The board’s decision at the time was met with fierce opposition from school districts with large Spanish speaking populations — led by Denver Public Schools.

Lawmakers considered legislation to undo the board’s decision last year, but a committee in the Republican-controlled Senate killed it.

Capitol observers believe the bill is more likely to reach the governor’s desk this year after a change in leadership in the Senate.

Some members of the state board, at a meeting last week, reaffirmed their support for testing students in English.

Board member Val Flores, a Denver Democrat who opposed the rule change last year, said she opposes the bill.
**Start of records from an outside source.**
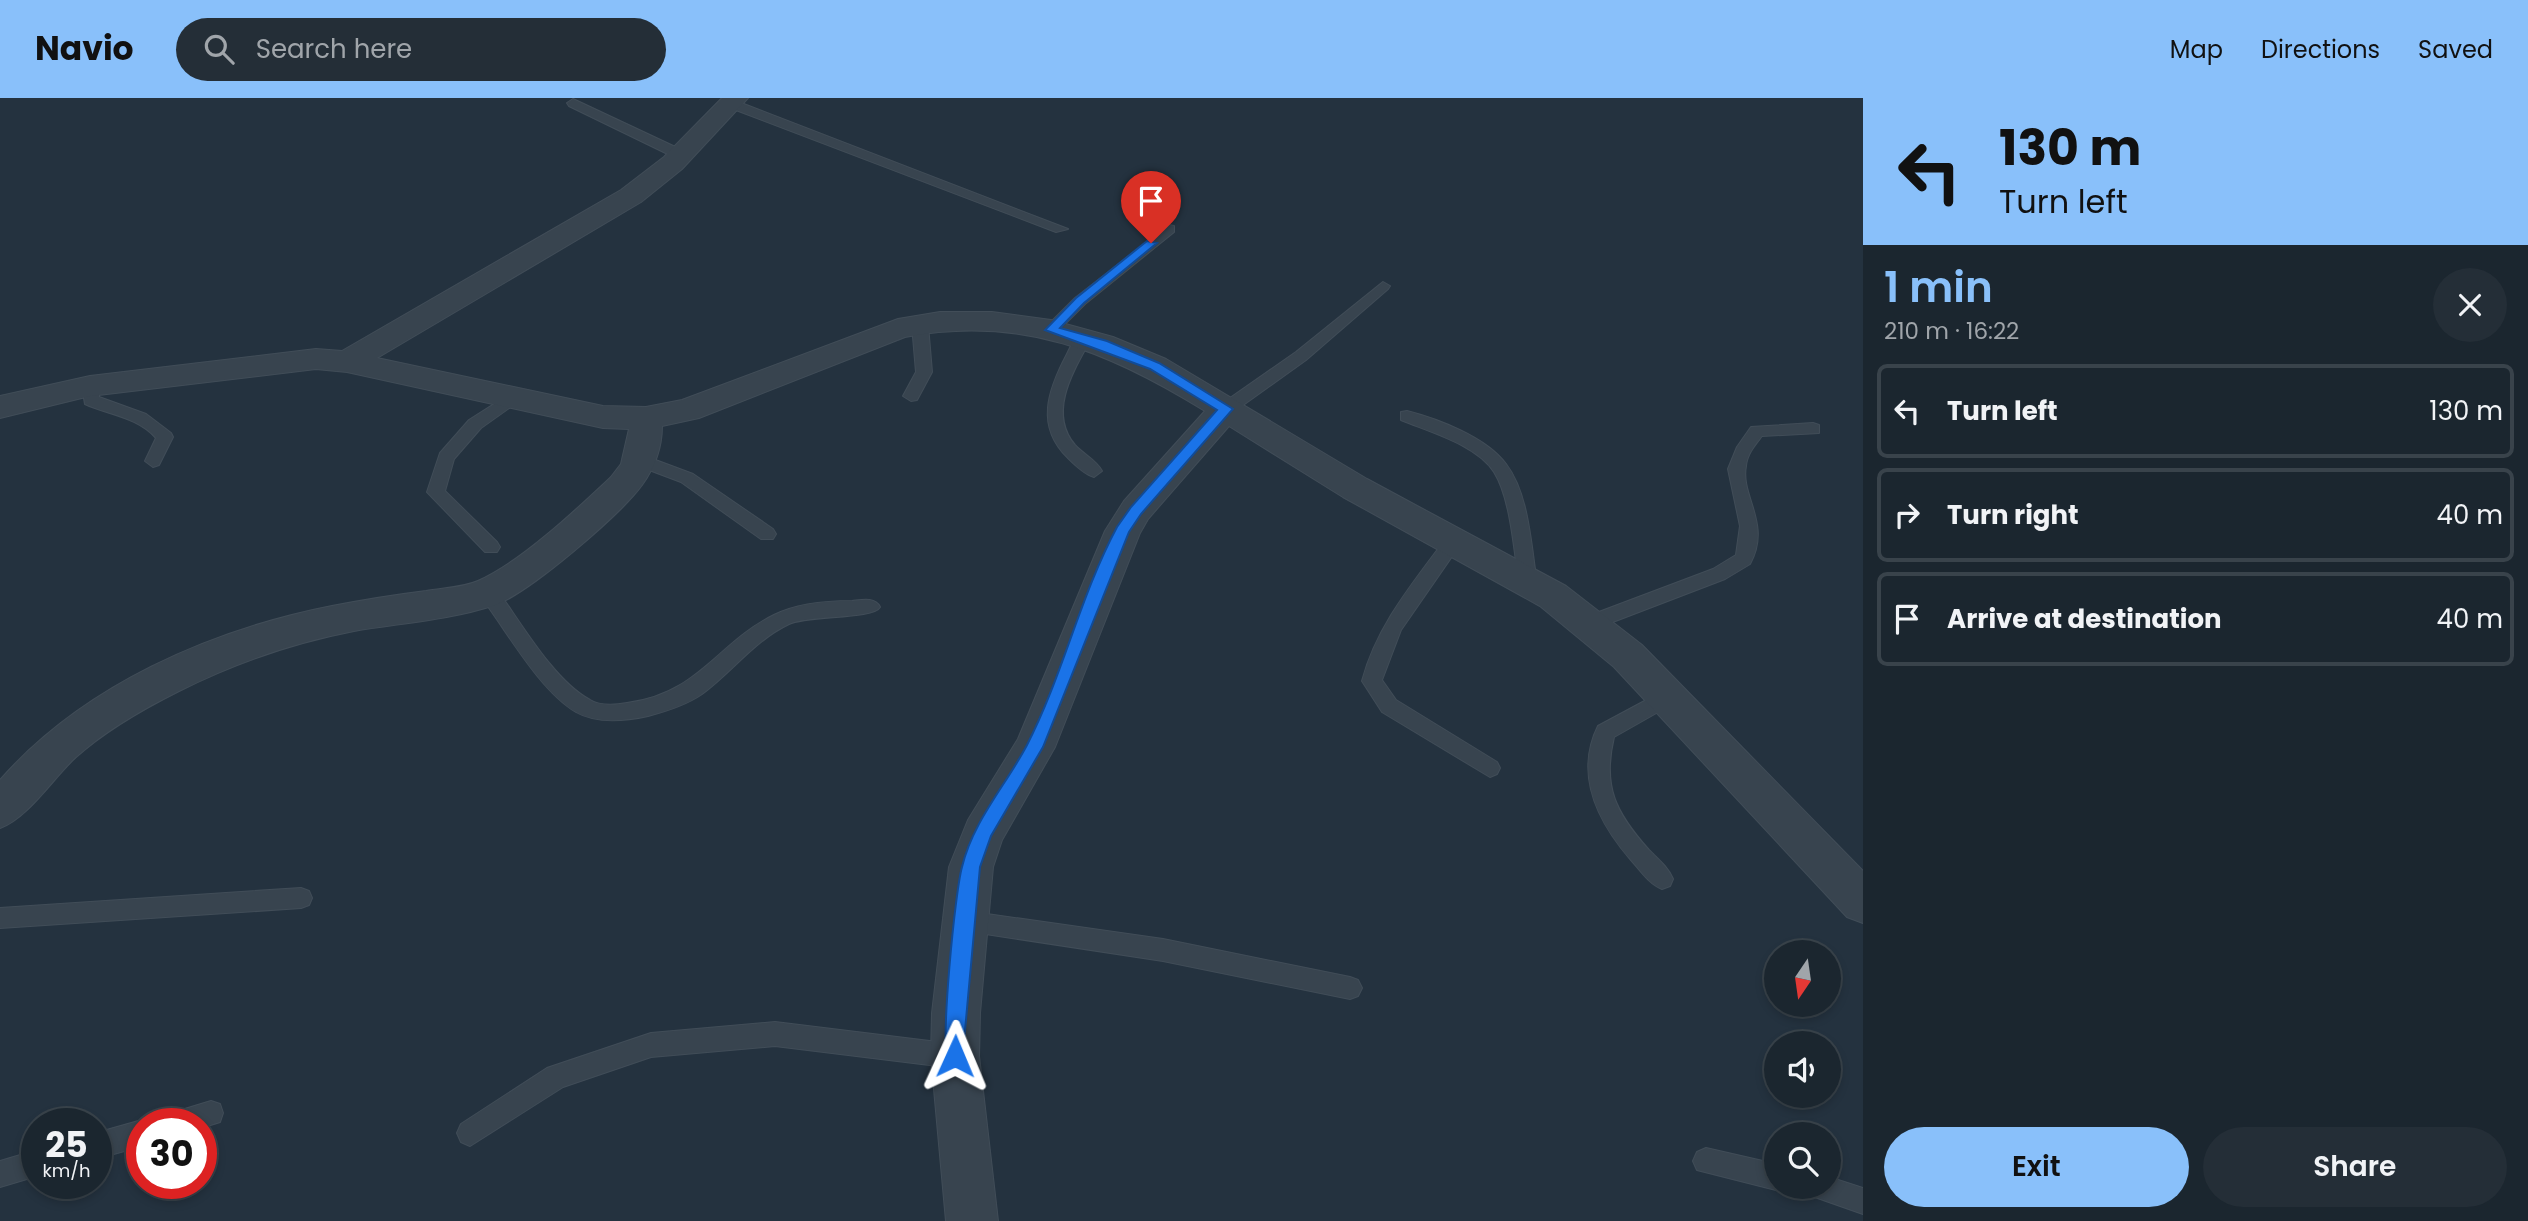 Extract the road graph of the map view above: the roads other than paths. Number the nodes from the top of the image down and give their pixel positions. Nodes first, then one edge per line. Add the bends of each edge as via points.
1 (734, 101) edge
2 (573, 103) dead end
3 (681, 155) junction
4 (1061, 229) dead end
5 (1169, 229) dead end
6 (1383, 286) dead end
7 (920, 325) junction
8 (1067, 334) junction
9 (347, 362) junction
10 (90, 386) junction
11 (911, 396) dead end
12 (513, 397) junction
13 (0, 407) edge
14 (1226, 409) junction
15 (1407, 416) dead end
16 (646, 418) junction
17 (1813, 429) dead end
18 (153, 461) dead end
19 (642, 461) junction
20 (1094, 471) dead end
21 (767, 534) dead end
22 (1454, 542) junction
23 (491, 547) dead end
24 (1528, 583) junction
25 (488, 592) junction
26 (872, 607) dead end
27 (1590, 623) junction
28 (1667, 697) junction
29 (1490, 768) dead end
30 (0, 810) edge
31 (1662, 879) dead end
32 (301, 898) dead end
33 (1863, 902) edge
34 (0, 918) edge
35 (966, 921) junction
36 (1350, 988) dead end
37 (955, 1056) junction
38 (470, 1133) dead end
39 (1706, 1161) dead end
40 (21, 1168) edge
41 (0, 1174) edge
42 (1764, 1174) edge
43 (1841, 1194) edge
44 (1863, 1201) edge
45 (972, 1221) edge

1 - 3 street
1 - 4 lane
2 - 3 lane
3 - 9 street via 631,196
5 - 8 lane via 1080,301
6 - 14 lane via 1301,356
7 - 8 street via 992,321
7 - 11 lane via 924,372
7 - 16 street via 898,329 688,410
8 - 14 street via 1155,366
8 - 20 lane via 1052,405 1056,426 1065,445
9 - 10 street via 291,360
9 - 12 street
10 - 13 street
10 - 18 lane via 91,400 111,411 155,423 165,437
12 - 16 street via 603,417
12 - 23 lane via 475,424 446,457 436,492
14 - 22 street
14 - 35 street via 1122,531 1035,747 983,833 971,867
15 - 24 lane via 1446,433 1501,468
16 - 19 street
17 - 27 lane via 1756,431 1737,455 1736,478 1749,527 1744,559 1719,574
19 - 21 lane via 687,478
19 - 25 street via 627,484 513,579
22 - 24 street
22 - 29 lane via 1392,628 1376,659 1372,681 1389,706
24 - 27 street
25 - 26 lane via 549,672 584,707 611,714 644,709 692,690 774,623 802,612
25 - 30 street via 326,622 251,643 174,675 82,731 44,761
27 - 28 street
28 - 31 lane via 1605,732 1598,771 1606,809
28 - 33 street
32 - 34 lane
35 - 36 lane via 1163,950
35 - 37 street
37 - 38 lane via 775,1034 651,1045 556,1077
37 - 45 street
39 - 42 lane
40 - 41 lane
43 - 44 lane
In explaining her reversal, Flores said she believes the bill would create a disincentive for schools, especially in Denver, to help Spanish-speakers learn English.

“If the district does not give the test in English, reading in English will not be taught,” she said.

Board member Steve Durham, a Colorado Springs Republican, said he still believes the intent of the READ Act was to measure how well students were reading in English.

“I think this is a serious departure from what the legislature intended initially,” he said last week. “The READ Act had everything to do with reading in English.”

Hamner, one of the sponsors of House Bill 1160, also sponsored the READ Act in 2012. She disagrees with Durham and told the House committee Monday that the intent was always for local school districts to decide which language was appropriate.

“We’re giving the local educators and districts the decision-making authority on what’s best for the students,” she said.

Multiple speakers on Monday said the requirement to test native Spanish speakers in English was a waste of time and money, and provided bad information to teachers.

“A teacher who teaches in Spanish will not be able to use data from an English assessment to drive their instruction, much like a hearing test would not give a doctor information about a patient’s broken arm,” said Emily Volkert, dean of instruction at Centennial Elementary School in Denver.

The bill only applies to students who are native Spanish speakers because the state has only approved tests that are in English and Spanish. Students whose native language is neither English nor Spanish would be tested in English until the state approves assessments in other languages.

“The question is can you read and how well,” said bill co-sponsor Wilson. “We’re trying to simplify that.”